People photos with keypoints:
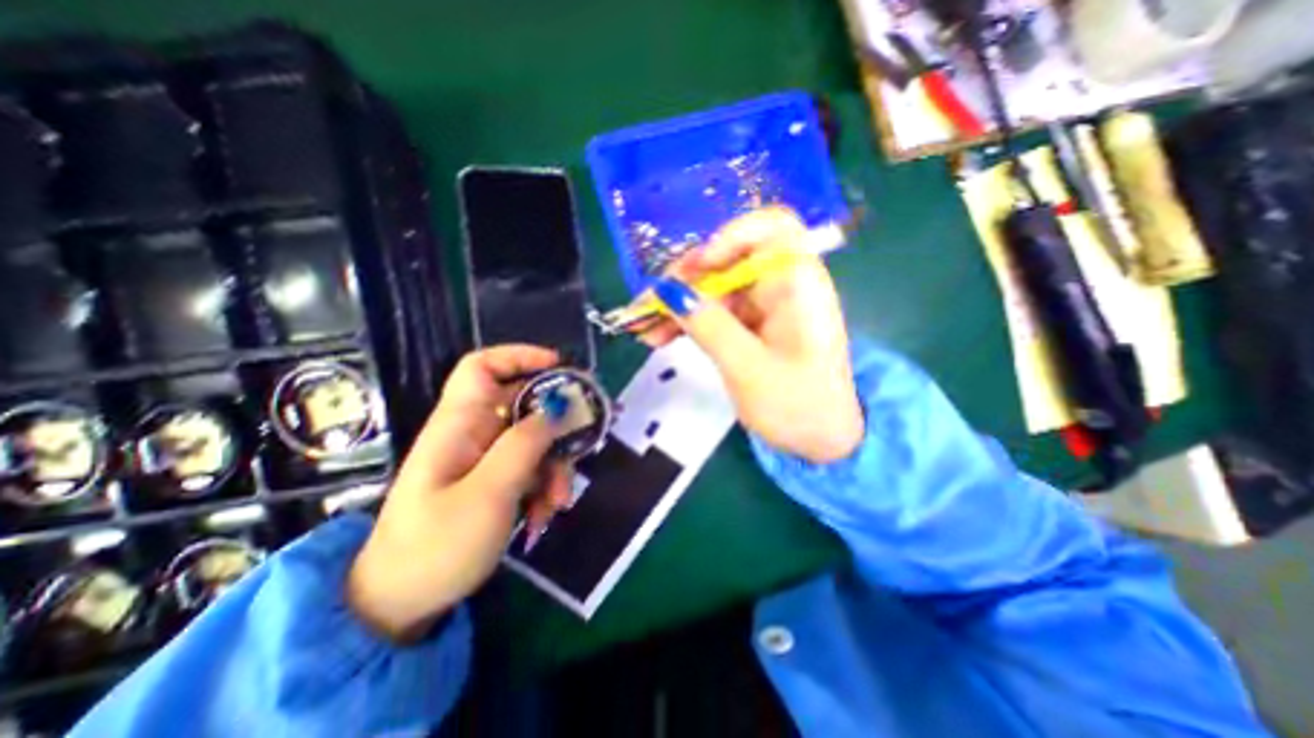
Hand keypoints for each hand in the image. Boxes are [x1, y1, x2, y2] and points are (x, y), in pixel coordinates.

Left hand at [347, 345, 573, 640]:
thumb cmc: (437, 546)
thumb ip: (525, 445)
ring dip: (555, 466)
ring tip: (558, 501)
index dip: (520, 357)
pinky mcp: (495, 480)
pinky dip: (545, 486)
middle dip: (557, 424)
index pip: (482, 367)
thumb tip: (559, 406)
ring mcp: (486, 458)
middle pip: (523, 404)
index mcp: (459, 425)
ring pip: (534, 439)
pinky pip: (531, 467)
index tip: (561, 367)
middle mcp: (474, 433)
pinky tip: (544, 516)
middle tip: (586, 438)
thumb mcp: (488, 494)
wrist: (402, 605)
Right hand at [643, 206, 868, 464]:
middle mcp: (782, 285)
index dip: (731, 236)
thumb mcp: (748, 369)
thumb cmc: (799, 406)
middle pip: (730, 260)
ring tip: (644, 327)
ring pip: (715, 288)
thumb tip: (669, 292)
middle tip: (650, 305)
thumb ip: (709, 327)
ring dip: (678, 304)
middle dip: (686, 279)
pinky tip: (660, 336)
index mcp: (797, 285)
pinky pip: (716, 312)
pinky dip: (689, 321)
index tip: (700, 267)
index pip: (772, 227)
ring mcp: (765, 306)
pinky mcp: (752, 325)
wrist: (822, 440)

--

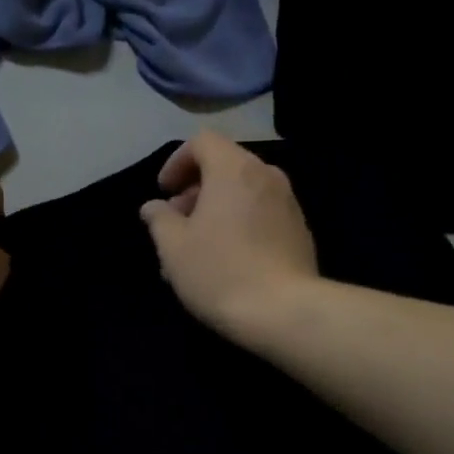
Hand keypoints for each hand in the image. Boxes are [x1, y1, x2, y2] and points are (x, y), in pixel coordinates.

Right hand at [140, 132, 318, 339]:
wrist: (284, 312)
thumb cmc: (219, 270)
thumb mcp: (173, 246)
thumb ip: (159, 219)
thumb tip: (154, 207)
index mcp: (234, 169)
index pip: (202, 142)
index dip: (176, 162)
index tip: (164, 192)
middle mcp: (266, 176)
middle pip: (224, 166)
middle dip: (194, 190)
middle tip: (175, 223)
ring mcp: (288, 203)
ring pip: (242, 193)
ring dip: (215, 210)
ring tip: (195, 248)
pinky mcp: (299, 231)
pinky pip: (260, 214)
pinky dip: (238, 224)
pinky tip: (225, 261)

Aim of the exercise: What the answer needs is every line from the data above with "ring" in it.

Response for this exercise:
ring dip: (555, 466)
ring tip: (558, 501)
ring mcp: (486, 458)
ring pip: (534, 439)
ring tip: (644, 327)
ring pip: (715, 288)
ring dip: (678, 304)
ring mcp: (765, 306)
ring mcp: (288, 203)
ring pip: (242, 193)
ring dip: (215, 210)
ring tip: (195, 248)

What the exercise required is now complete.